Thanks for this. I have included a copy of the UnSqueeze program in the letters section of the software directory on this issue. This is actually quite a serious problem for modern versions of RISC OS. You can end up with a situation where an executable designed for one version of RISC OS simply won't run on another. Not for any good reason, but simply because that version of RISC OS can't work out how to decompress the executable before running it. You may wonder why executables are compressed in the first place. Well as far as I can see there are only two reasons. Firstly space, a compressed one should be smaller. When we were all running from 800K floppy discs this might have been important, but that's ancient history. The other reason is to "hide" the code so that someone can't work out what it does. This is pointless as the code has to be decompressed to run, so an uncompressed copy is floating around in memory ready for someone to go and find.

I've e-mailed Martin privately about this application as I ran into a few problems with some things that it couldn't decompress, in this case the main !RunImage to the Pheonix browser. As a result he has made a few changes. Both of us would be interested in any results so let us know if you find the application useful.
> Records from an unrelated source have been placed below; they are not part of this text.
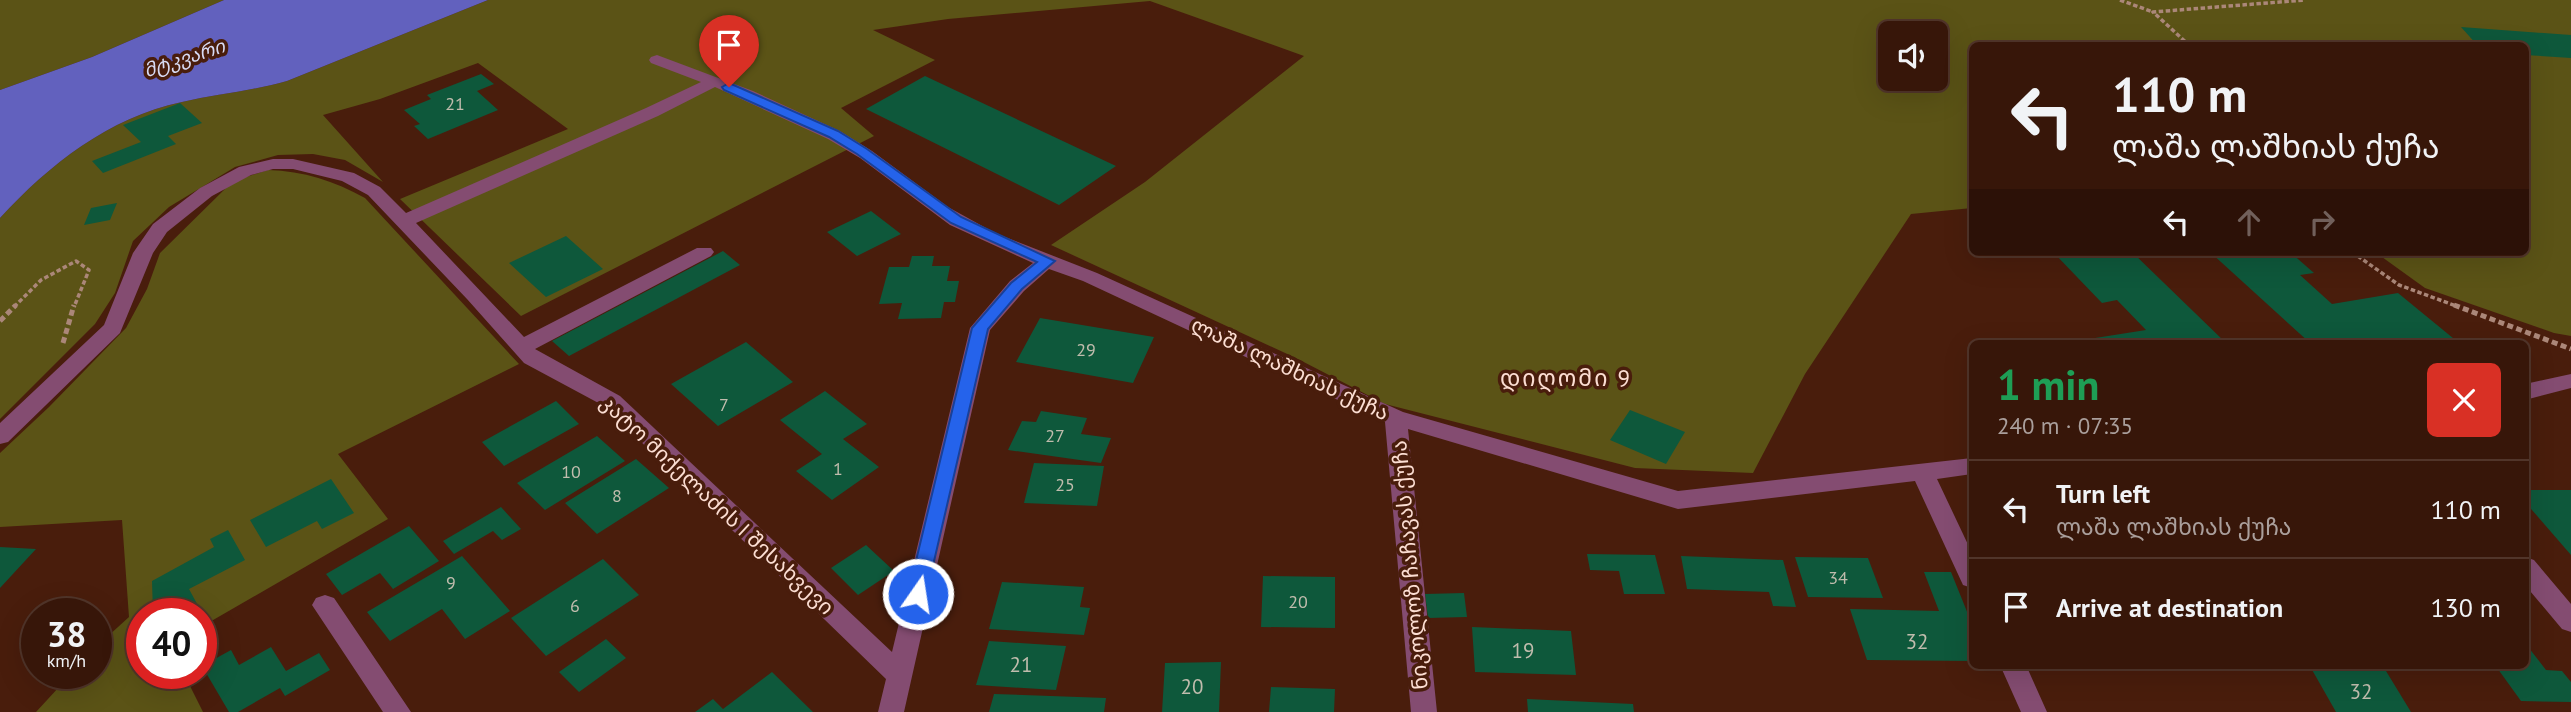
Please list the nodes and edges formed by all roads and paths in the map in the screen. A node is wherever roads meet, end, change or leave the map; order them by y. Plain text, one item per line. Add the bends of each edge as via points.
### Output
1 (2120, 0) edge
2 (2305, 0) edge
3 (2153, 12) junction
4 (2186, 42) edge
5 (657, 60) dead end
6 (715, 81) junction
7 (404, 221) junction
8 (704, 252) dead end
9 (2358, 256) edge
10 (1047, 261) junction
11 (0, 321) edge
12 (62, 345) dead end
13 (521, 346) junction
14 (2571, 349) edge
15 (2571, 381) edge
16 (2529, 391) edge
17 (1395, 418) junction
18 (4, 433) edge
19 (1969, 466) edge
20 (1922, 471) junction
21 (1969, 572) edge
22 (2529, 572) edge
23 (325, 605) dead end
24 (2571, 622) edge
25 (2014, 669) edge
26 (899, 675) junction
27 (398, 712) edge
28 (891, 712) edge
29 (1424, 712) edge
30 (2034, 712) edge

1 - 3 path
2 - 3 path
3 - 4 path
5 - 6 street, ლაშა ლაშხიას ქუჩა
6 - 7 street
6 - 10 street, ლაშა ლაშხიას ქუჩა via 833,134 956,220
7 - 13 street, კატო მიქელაძის I შესახვევი
7 - 18 street, კატო მიქელაძის I შესახვევი via 374,191 348,177 293,164 273,164 226,180 160,228 143,253 113,328
8 - 13 street
9 - 14 path via 2399,285
10 - 17 street, ლაშა ლაშხიას ქუჩა
10 - 26 street via 1017,286 980,328
11 - 12 path via 41,280 76,261 89,270
13 - 26 street, კატო მიქელაძის I შესახვევი via 531,358 612,401
15 - 16 street
17 - 20 street, ლაშა ლაშხიას ქუჩა via 1678,500
17 - 29 street, ნიკოლოზ ჩაჩავას ქუჩა
19 - 20 street, ლაშა ლაშხიას ქუჩა
20 - 21 street
22 - 24 street
23 - 27 street
25 - 30 street
26 - 28 street

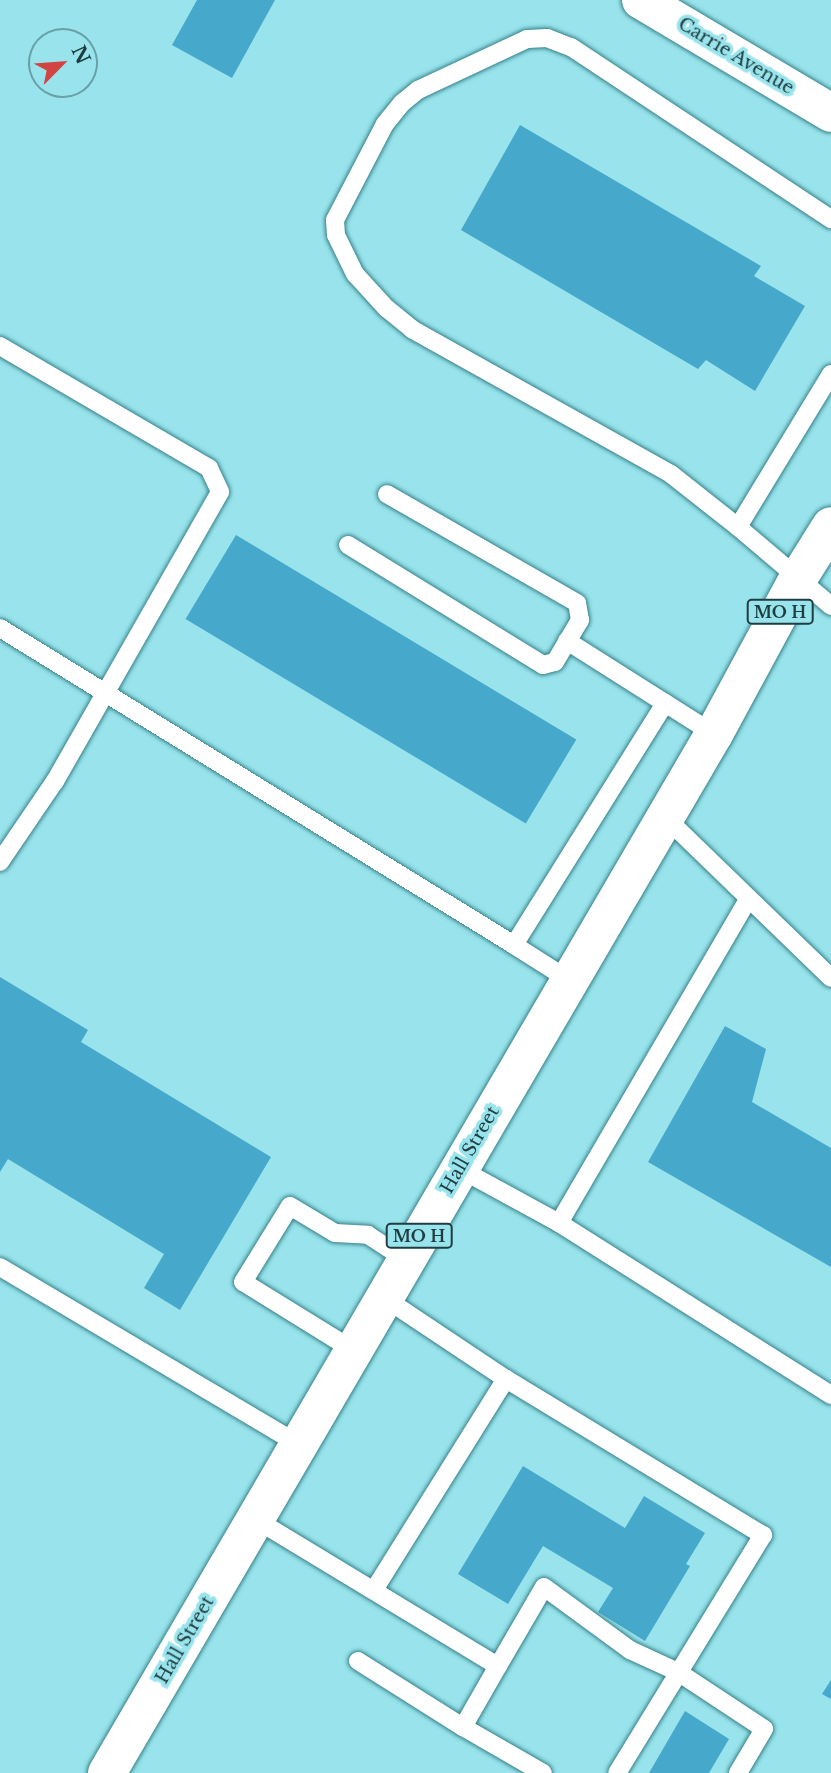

Moving on, Laurence Simmonds also had this to say...

Dear Editor,
Why was there no mention of riscpcemulator last issue? Why not do - or get someone else to do - a review? Maybe include the software in the next issue? With an article on how to use it? Looking forward to the next issue.

Laurence Simmonds

This one had me going, so I e-mailed back and asked "what do you mean by 'riscpcemulator'? There are a number of different emulators that re-produce the RiscPC hardware, which one did you have in mind?". Laurence e-mailed me again and said:

Dear Editor,
I didn't know that. But now you've told me about them, why not do an article examining the different options. I know that there is at least one but I don't know anything about it or them. I suppose I could research the subject on the internet, but then why subscribe to RiscWorld?
Anyway, I enjoy the magazine, even the bits I don't understand.
Keep up the good work.
Laurence Simmonds

I am a bit reluctant to try and cover all the alternatives in detail but I can certainly explain which "Virtual" versions of the RiscPC do exist. Firstly there is VirtualAcorn, which is commercial and offers a number of pre-configured setups. I have a sneaking feeling that I might have mentioned this before somewhere (everywhere - DH). The website is at

Next come the freely available emulators. There is Red Squirrel. This is a cut down VirtualAcorn and is quite a lot slower, it comes with no ROMS or support but is very reliable but is only for Windows machines. Next up is RPCEmu, this is open source and has been ported to a number of platforms including Windows, Linux and Mac OS (PowerPC). Again this is supplied without ROMS or support. There were at least another one or two RiscPC emulators in existence at one time or another but a thorough Google search hasn't shown them up. So for now there is one commercial product and two freeware products that I can locate.

As for which is best? Well VirtualAcorn is the fastest and the most compatible and it is the only one which comes 'ready to go' with a complete hard disc image and operating system, but it costs money. Red Squirrel is similar to VirtualAcorn and it's easy to migrate from one to the other, but development isn't continuing at the moment. RPCEmu is being developed and can be run on lots of platforms but I personally have not had any success with getting the Windows version working on XP, which is a shame. It's worth trying either of the free ones to see how you get on, there are plenty of instructions available in the internet to help you get going.